Nathan Jeffay is The Times of Israel's health and science correspondent

UV disinfection being used to clean a laboratory (LeafenLin via iStock by Getty Images)
UV disinfection being used to clean a laboratory (LeafenLin via iStock by Getty Images)

Israeli researchers have found a way to significantly cut the cost of COVID-19-killing ultraviolet lights, and they are working on LED-embedded surfaces that clean themselves.

“We have discovered that it’s easier than previously imagined to disinfect from coronavirus using light, and we are already working on exciting applications for our findings,” Hadas Mamane, head of Tel Aviv University’s Environmental Engineering Program, told The Times of Israel.

As the world struggles to disinfect surfaces and public places, there is growing interest in the use of ultraviolet light, which has long had uses in fighting bacteria and viruses. It is not yet widespread in the coronavirus fight, but has been deployed, including in transportation via light-emitting robots.

Mamane’s team has made a breakthrough it hopes will expedite its rollout, namely finding that the desired effect can be achieved with higher-wavelength — or “less energetic” — LEDs than previously believed.

A boy wearing a face mask rides his bike next to a worker disinfecting a bench in Madrid on April 28, 2020, during a national lockdown to prevent the spread of the COVID-19 disease. (Gabriel BOUYS/AFP)

The team’s research has been published in the peer-reviewed Journal of Photochemistry and Photobiology B: Biology. The key finding is that LEDs emitting light with a wavelength of 285 nanometers were almost as efficient in disinfecting the virus as those with a wavelength of 265 nanometers, requiring less than half a minute to destroy more than 99.9% of the coronaviruses.

This result is significant because the cost of 285-nanometer LED bulbs is 30% lower than that of 265-nanometer bulbs, said Mamane. She predicted this will make ultraviolet cleaning more common in ventilation systems and air conditioners, and make it a common solution for public transportation and other uses, she said.

Hadas Mamane, head of Tel Aviv University’s Environmental Engineering Program (courtesy of Tel Aviv University)

“There are applications we are working on ourselves, which we hope will make a contribution to the COVID fight,” Mamane said.

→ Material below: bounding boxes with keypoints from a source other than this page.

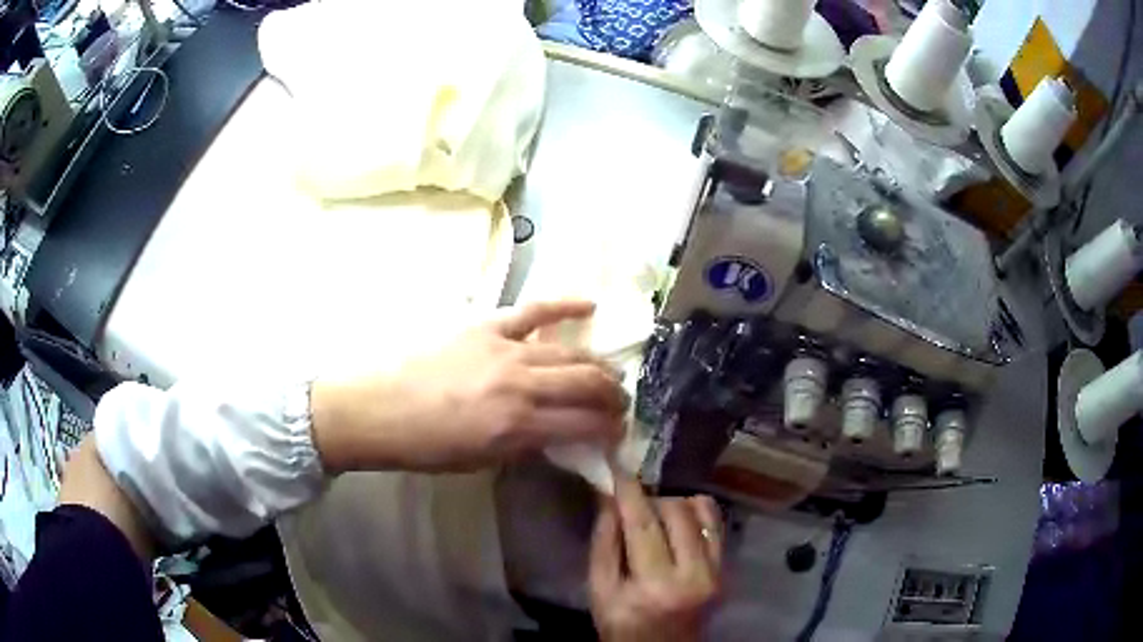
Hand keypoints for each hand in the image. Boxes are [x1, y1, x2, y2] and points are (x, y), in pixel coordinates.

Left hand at [310, 301, 628, 472]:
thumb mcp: (478, 460)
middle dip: (613, 396)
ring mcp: (506, 349)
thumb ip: (523, 446)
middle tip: (619, 404)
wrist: (373, 407)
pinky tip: (589, 306)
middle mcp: (521, 384)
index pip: (584, 425)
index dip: (609, 430)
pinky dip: (565, 306)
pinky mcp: (486, 325)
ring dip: (598, 365)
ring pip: (570, 353)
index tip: (617, 433)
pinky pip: (534, 311)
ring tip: (609, 373)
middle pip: (587, 384)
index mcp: (517, 426)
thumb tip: (553, 436)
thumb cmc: (422, 445)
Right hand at [589, 474, 722, 641]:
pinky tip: (679, 520)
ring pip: (701, 511)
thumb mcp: (600, 591)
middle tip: (633, 504)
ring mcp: (716, 571)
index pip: (642, 524)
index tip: (618, 465)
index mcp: (654, 585)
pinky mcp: (727, 570)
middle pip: (675, 511)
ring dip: (674, 504)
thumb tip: (609, 498)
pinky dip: (697, 513)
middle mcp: (693, 574)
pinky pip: (716, 524)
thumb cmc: (622, 626)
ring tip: (656, 515)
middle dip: (651, 499)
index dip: (629, 491)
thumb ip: (604, 543)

“We are developing surfaces that have LEDs embedded in them, in a way that light shines and disinfection takes place when they aren’t in use,” she added, giving an example of a laptop keyboard that is cleaned with ultraviolet light when the computer lid is closed.

The LEDs, while less powerful than those currently used for disinfection, would still prove dangerous to humans and therefore should only be activated when people are away from the surface being cleaned, she stressed.

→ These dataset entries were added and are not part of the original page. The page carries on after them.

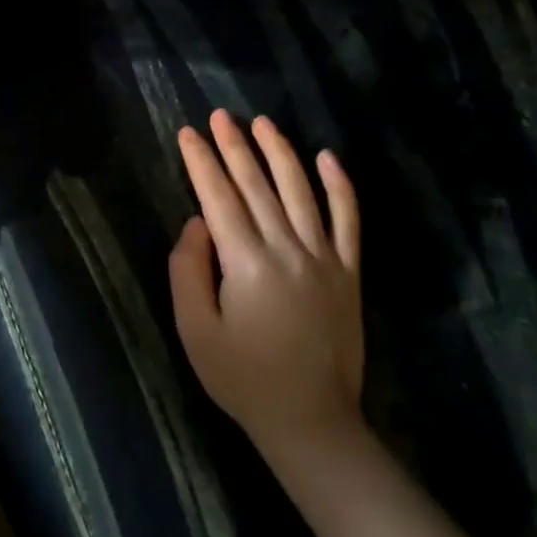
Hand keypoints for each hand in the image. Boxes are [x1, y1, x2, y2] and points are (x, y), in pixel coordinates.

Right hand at [169, 111, 365, 463]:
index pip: (218, 197)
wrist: (311, 421)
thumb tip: (196, 223)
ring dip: (280, 153)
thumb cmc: (243, 378)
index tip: (188, 133)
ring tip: (263, 123)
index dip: (201, 162)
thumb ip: (188, 271)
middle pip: (257, 185)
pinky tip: (328, 157)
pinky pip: (348, 220)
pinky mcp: (348, 273)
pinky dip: (341, 186)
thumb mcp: (196, 331)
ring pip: (301, 191)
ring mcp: (323, 258)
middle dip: (235, 146)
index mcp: (246, 262)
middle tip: (219, 116)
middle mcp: (287, 249)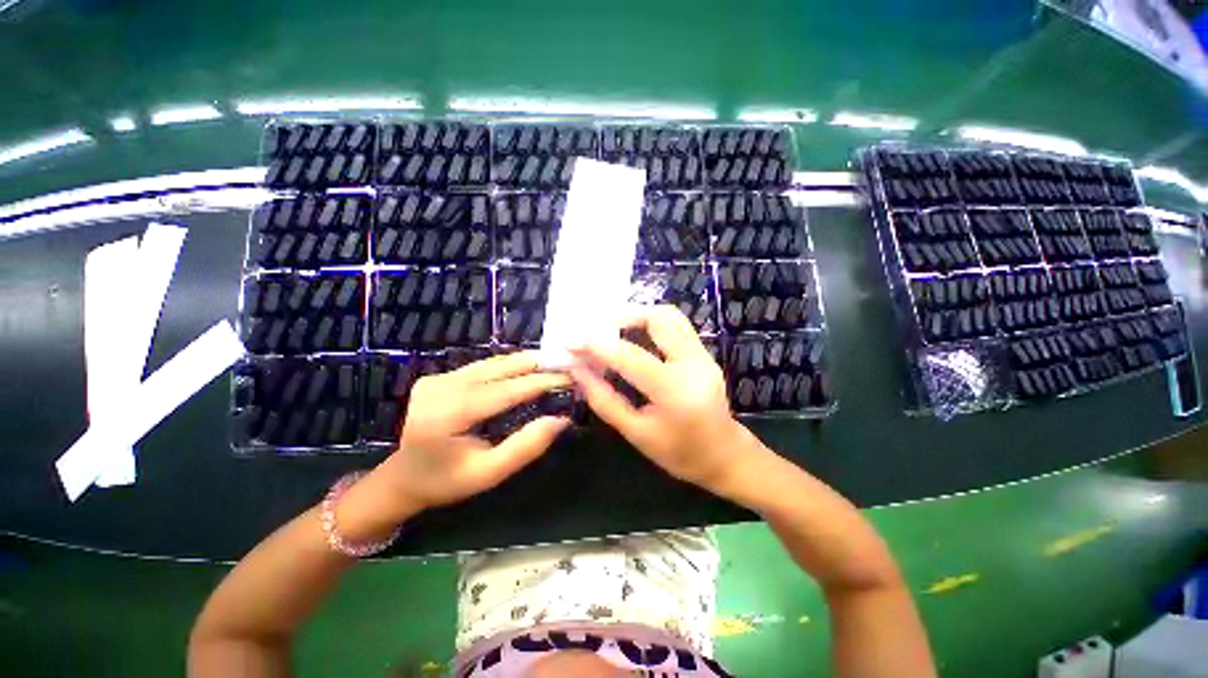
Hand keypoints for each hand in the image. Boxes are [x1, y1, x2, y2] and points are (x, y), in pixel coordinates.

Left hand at [372, 351, 570, 515]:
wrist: (401, 479)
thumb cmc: (446, 482)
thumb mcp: (489, 473)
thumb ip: (526, 446)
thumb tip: (561, 419)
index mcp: (449, 414)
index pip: (506, 390)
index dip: (540, 382)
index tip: (569, 377)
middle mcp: (441, 388)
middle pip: (498, 368)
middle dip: (536, 365)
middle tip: (566, 363)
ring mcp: (437, 379)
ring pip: (491, 363)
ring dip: (523, 362)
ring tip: (552, 362)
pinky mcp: (438, 377)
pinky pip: (481, 366)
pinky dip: (507, 366)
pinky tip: (526, 367)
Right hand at [569, 305, 749, 491]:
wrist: (724, 455)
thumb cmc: (678, 453)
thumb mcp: (635, 433)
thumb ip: (603, 399)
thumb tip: (577, 369)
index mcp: (676, 392)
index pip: (631, 357)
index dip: (597, 345)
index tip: (571, 341)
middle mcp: (694, 364)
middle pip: (660, 318)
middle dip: (623, 316)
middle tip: (596, 328)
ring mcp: (703, 355)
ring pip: (670, 316)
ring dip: (637, 315)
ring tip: (612, 330)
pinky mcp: (704, 352)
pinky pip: (674, 326)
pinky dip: (649, 324)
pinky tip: (632, 337)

Mamane said: “The fact that UV kills viruses is not a new thing, and it is well-known. But what we have done is to produce the first study looking at the wavelength needed, also known as the frequency, to check exactly what level of energy is needed to kill the coronavirus. We hope the finding that less energetic LEDs than previously thought kill the coronavirus will make this technology more widespread.”

Ultraviolet light administered “inside the body” was famously pitched as a cure for COVID-19 by US President Donald Trump in April.